Exercise description —
The entries below are to be reproduced exactly, with their pictures omitted.

Material to process —
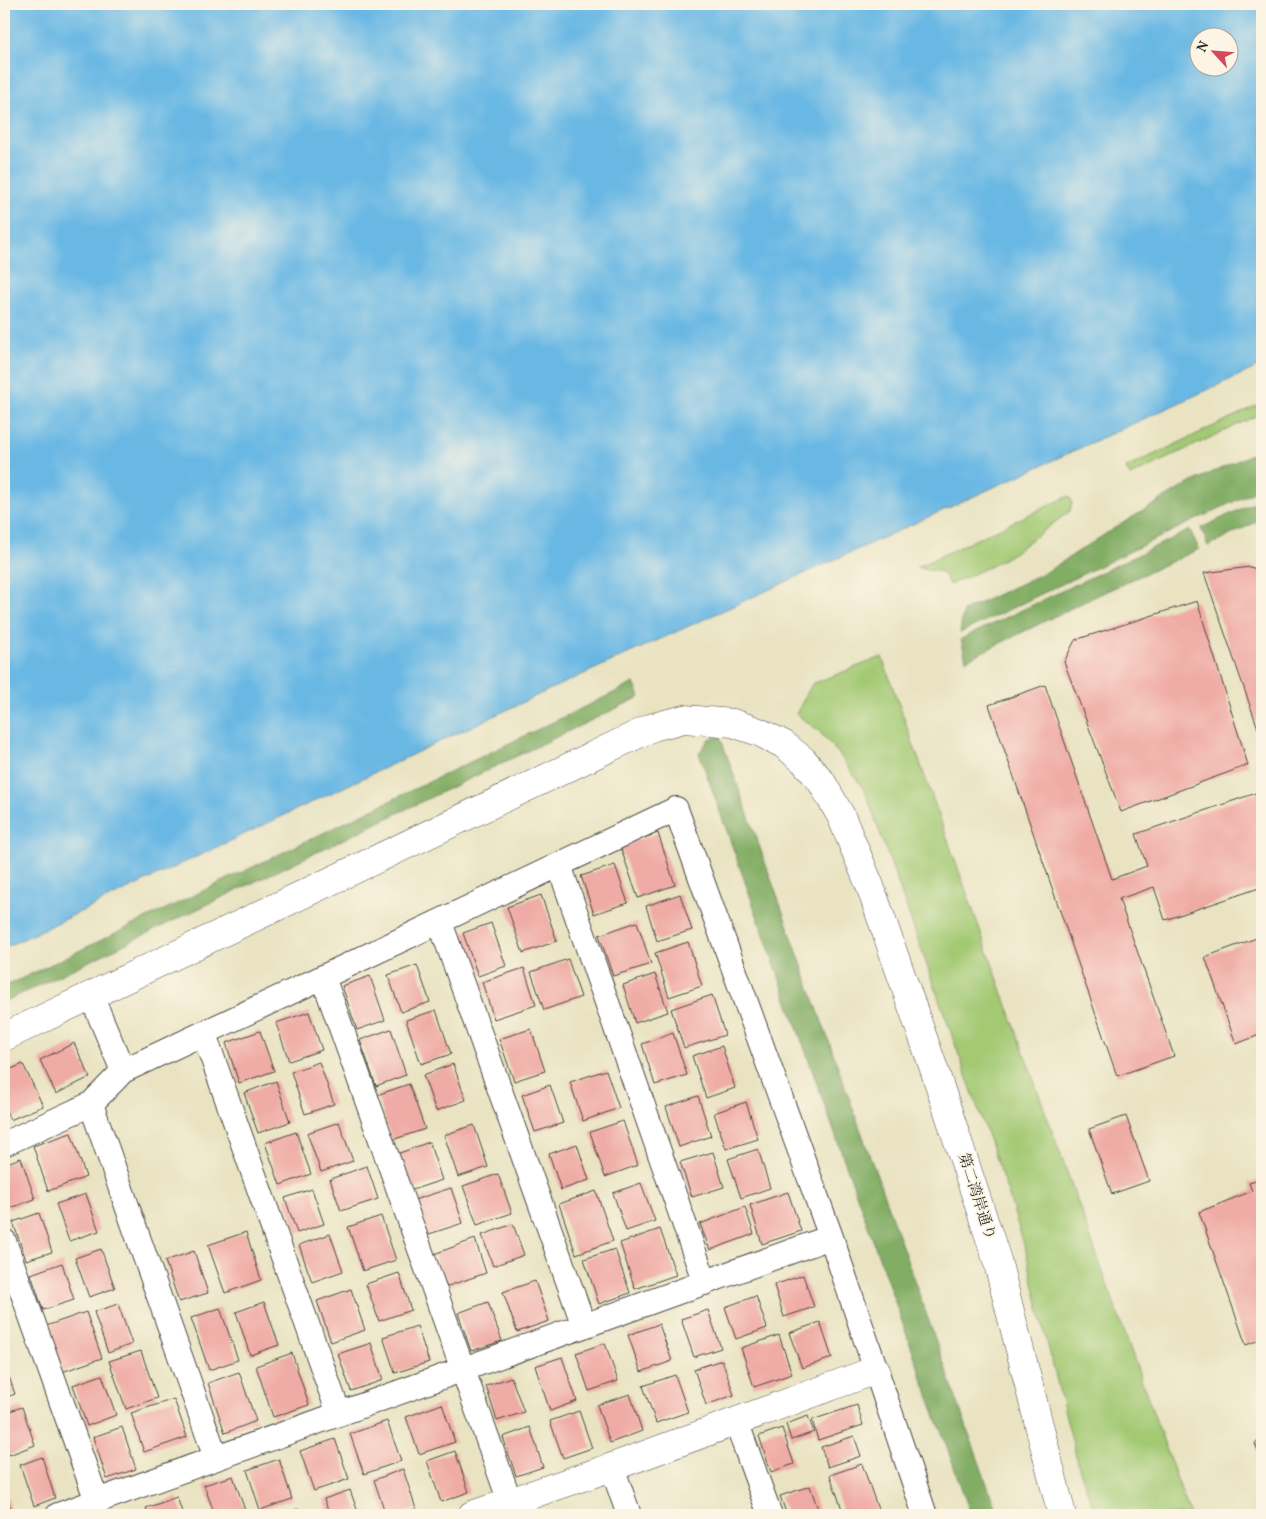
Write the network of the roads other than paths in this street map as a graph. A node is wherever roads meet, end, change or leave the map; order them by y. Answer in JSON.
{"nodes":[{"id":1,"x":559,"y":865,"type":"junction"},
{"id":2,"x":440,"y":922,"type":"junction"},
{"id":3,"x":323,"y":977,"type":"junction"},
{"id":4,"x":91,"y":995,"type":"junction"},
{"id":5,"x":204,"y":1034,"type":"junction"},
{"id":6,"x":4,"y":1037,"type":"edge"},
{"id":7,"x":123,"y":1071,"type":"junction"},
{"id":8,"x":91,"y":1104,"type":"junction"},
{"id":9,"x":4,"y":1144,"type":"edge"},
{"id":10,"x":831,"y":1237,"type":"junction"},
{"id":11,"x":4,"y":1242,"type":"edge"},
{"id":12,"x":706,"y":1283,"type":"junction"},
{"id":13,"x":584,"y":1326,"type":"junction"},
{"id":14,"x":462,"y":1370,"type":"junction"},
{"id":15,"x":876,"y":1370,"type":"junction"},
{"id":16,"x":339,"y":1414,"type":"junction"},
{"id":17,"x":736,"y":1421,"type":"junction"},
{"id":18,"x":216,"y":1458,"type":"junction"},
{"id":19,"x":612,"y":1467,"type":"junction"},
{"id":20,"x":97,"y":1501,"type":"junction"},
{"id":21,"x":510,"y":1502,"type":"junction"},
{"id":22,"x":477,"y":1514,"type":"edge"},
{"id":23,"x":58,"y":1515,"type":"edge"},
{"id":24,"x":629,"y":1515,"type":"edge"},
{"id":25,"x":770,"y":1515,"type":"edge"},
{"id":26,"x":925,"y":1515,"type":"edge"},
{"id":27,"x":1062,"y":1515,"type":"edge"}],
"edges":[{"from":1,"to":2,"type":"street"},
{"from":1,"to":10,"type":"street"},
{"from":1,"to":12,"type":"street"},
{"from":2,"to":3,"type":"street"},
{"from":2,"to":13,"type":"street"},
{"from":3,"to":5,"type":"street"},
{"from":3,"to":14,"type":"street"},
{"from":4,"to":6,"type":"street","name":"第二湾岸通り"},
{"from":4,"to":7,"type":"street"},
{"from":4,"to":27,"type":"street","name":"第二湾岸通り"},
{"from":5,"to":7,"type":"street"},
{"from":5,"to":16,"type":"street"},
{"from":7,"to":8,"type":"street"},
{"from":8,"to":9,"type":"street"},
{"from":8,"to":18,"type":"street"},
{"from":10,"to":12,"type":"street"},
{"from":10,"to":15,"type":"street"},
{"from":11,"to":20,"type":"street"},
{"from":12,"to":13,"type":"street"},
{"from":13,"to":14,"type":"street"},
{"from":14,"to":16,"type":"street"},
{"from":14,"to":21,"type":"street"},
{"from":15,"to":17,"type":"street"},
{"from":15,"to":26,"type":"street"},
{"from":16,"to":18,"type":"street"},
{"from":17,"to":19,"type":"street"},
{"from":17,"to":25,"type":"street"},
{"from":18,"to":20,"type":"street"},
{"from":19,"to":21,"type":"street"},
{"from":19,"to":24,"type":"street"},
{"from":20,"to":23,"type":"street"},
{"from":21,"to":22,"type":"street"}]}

Result of the exercise —
Write the network of the roads other than paths in this street map as a graph. A node is wherever roads meet, end, change or leave the map; order them by y. Answer in JSON.
{"nodes":[{"id":1,"x":559,"y":865,"type":"junction"},
{"id":2,"x":440,"y":922,"type":"junction"},
{"id":3,"x":323,"y":977,"type":"junction"},
{"id":4,"x":91,"y":995,"type":"junction"},
{"id":5,"x":204,"y":1034,"type":"junction"},
{"id":6,"x":4,"y":1037,"type":"edge"},
{"id":7,"x":123,"y":1071,"type":"junction"},
{"id":8,"x":91,"y":1104,"type":"junction"},
{"id":9,"x":4,"y":1144,"type":"edge"},
{"id":10,"x":831,"y":1237,"type":"junction"},
{"id":11,"x":4,"y":1242,"type":"edge"},
{"id":12,"x":706,"y":1283,"type":"junction"},
{"id":13,"x":584,"y":1326,"type":"junction"},
{"id":14,"x":462,"y":1370,"type":"junction"},
{"id":15,"x":876,"y":1370,"type":"junction"},
{"id":16,"x":339,"y":1414,"type":"junction"},
{"id":17,"x":736,"y":1421,"type":"junction"},
{"id":18,"x":216,"y":1458,"type":"junction"},
{"id":19,"x":612,"y":1467,"type":"junction"},
{"id":20,"x":97,"y":1501,"type":"junction"},
{"id":21,"x":510,"y":1502,"type":"junction"},
{"id":22,"x":477,"y":1514,"type":"edge"},
{"id":23,"x":58,"y":1515,"type":"edge"},
{"id":24,"x":629,"y":1515,"type":"edge"},
{"id":25,"x":770,"y":1515,"type":"edge"},
{"id":26,"x":925,"y":1515,"type":"edge"},
{"id":27,"x":1062,"y":1515,"type":"edge"}],
"edges":[{"from":1,"to":2,"type":"street"},
{"from":1,"to":10,"type":"street"},
{"from":1,"to":12,"type":"street"},
{"from":2,"to":3,"type":"street"},
{"from":2,"to":13,"type":"street"},
{"from":3,"to":5,"type":"street"},
{"from":3,"to":14,"type":"street"},
{"from":4,"to":6,"type":"street","name":"第二湾岸通り"},
{"from":4,"to":7,"type":"street"},
{"from":4,"to":27,"type":"street","name":"第二湾岸通り"},
{"from":5,"to":7,"type":"street"},
{"from":5,"to":16,"type":"street"},
{"from":7,"to":8,"type":"street"},
{"from":8,"to":9,"type":"street"},
{"from":8,"to":18,"type":"street"},
{"from":10,"to":12,"type":"street"},
{"from":10,"to":15,"type":"street"},
{"from":11,"to":20,"type":"street"},
{"from":12,"to":13,"type":"street"},
{"from":13,"to":14,"type":"street"},
{"from":14,"to":16,"type":"street"},
{"from":14,"to":21,"type":"street"},
{"from":15,"to":17,"type":"street"},
{"from":15,"to":26,"type":"street"},
{"from":16,"to":18,"type":"street"},
{"from":17,"to":19,"type":"street"},
{"from":17,"to":25,"type":"street"},
{"from":18,"to":20,"type":"street"},
{"from":19,"to":21,"type":"street"},
{"from":19,"to":24,"type":"street"},
{"from":20,"to":23,"type":"street"},
{"from":21,"to":22,"type":"street"}]}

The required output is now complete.